The "contract" will establish a plan for a scholarly experience that will enhance the student's learning experience and emulate a free-standing Honors course. The student's application should clearly explain how their experience will differ from what is described in the course syllabus and how the student's work will be evaluated. Honors Course Contract applications should identify learning objectives, learning activities, and describe how the student's work will be evaluated.
Contracts could propose any of the types of activities described in the free-standing and embedded sections above. Previous approved activities have also included the following:
Science or Engineering
- Undertaking an undergraduate research project with the faculty member on a topic related to the class.
- Designing a product to accomplish a given task using particular methods.
- Analyze datasets related to classroom topic and faculty expertise and interpret outcome.
Social Science
- Attending an exhibit, lecture, film or performance series and discuss its relevance to the classroom material.

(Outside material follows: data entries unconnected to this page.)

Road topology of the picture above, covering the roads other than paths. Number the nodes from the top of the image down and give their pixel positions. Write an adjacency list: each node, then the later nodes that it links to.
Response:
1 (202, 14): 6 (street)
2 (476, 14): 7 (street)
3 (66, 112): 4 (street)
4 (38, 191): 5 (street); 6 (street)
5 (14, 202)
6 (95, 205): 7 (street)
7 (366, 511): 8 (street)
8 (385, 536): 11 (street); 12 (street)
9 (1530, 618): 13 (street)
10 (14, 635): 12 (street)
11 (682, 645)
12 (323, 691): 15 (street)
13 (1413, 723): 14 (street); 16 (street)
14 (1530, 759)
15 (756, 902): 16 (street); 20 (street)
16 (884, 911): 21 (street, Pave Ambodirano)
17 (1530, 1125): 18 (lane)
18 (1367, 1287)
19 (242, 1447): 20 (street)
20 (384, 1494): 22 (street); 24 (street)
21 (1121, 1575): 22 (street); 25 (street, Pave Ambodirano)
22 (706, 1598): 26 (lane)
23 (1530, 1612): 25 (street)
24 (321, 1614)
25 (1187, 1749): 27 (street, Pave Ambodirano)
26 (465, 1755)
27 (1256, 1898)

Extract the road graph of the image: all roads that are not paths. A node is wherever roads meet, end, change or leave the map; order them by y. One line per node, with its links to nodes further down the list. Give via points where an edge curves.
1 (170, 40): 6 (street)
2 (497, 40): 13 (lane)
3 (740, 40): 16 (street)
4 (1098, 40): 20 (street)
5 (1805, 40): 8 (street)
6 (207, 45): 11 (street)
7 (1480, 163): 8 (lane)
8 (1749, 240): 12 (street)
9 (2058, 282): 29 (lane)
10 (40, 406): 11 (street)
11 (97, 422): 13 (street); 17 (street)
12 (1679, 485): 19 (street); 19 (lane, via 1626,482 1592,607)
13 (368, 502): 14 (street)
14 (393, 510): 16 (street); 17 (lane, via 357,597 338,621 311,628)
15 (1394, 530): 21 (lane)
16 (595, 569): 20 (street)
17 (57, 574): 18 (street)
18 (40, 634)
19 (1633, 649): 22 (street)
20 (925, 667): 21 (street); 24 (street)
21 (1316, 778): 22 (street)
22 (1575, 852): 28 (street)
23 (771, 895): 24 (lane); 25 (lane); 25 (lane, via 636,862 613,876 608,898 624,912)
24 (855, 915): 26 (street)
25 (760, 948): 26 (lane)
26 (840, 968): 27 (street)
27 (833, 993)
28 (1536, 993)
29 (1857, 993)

- Participate in community or service learning activity, keep a journal and discuss relevance to classroom material.
- Become involved in a student group or organization you would normally not participate in (ethnic, cultural, interest), keep a journal and discuss relevance to classroom material.
- Develop material (paper, presentation, group work) that brings an international perspective to the topic.
Humanities
- Produce a creative work (writing, music, art, performance) to illustrate a concept or technique.
- Significant readings in contemporary critical theory related to the course topic.
- Imagine a classic piece of literature written in a different context (gender, country, historical timing, socio-economic level, minor character).
- Describe what a specific time frame would have been like if a major historical event had had the opposite or different outcome (WWII, Waterloo, Alexander’s conquests, creation of the auto industry in the US).
Interdisciplinary or multi-disciplinary
- Develop materials to teach a particular concept using three different modalities or teaching philosophies.
- Produce a creative work that explains or illustrates a natural or man-made phenomenon.
- Create or adapt a computer program to carry out a particular type of data analysis.
- Propose a mechanism to convert a small-scale operation to a large-scale process.
- Design a procedure to allow a laboratory assay to be carried out in the field.
- Survey and analyze government policies or laws directly related to the course topic or its applications.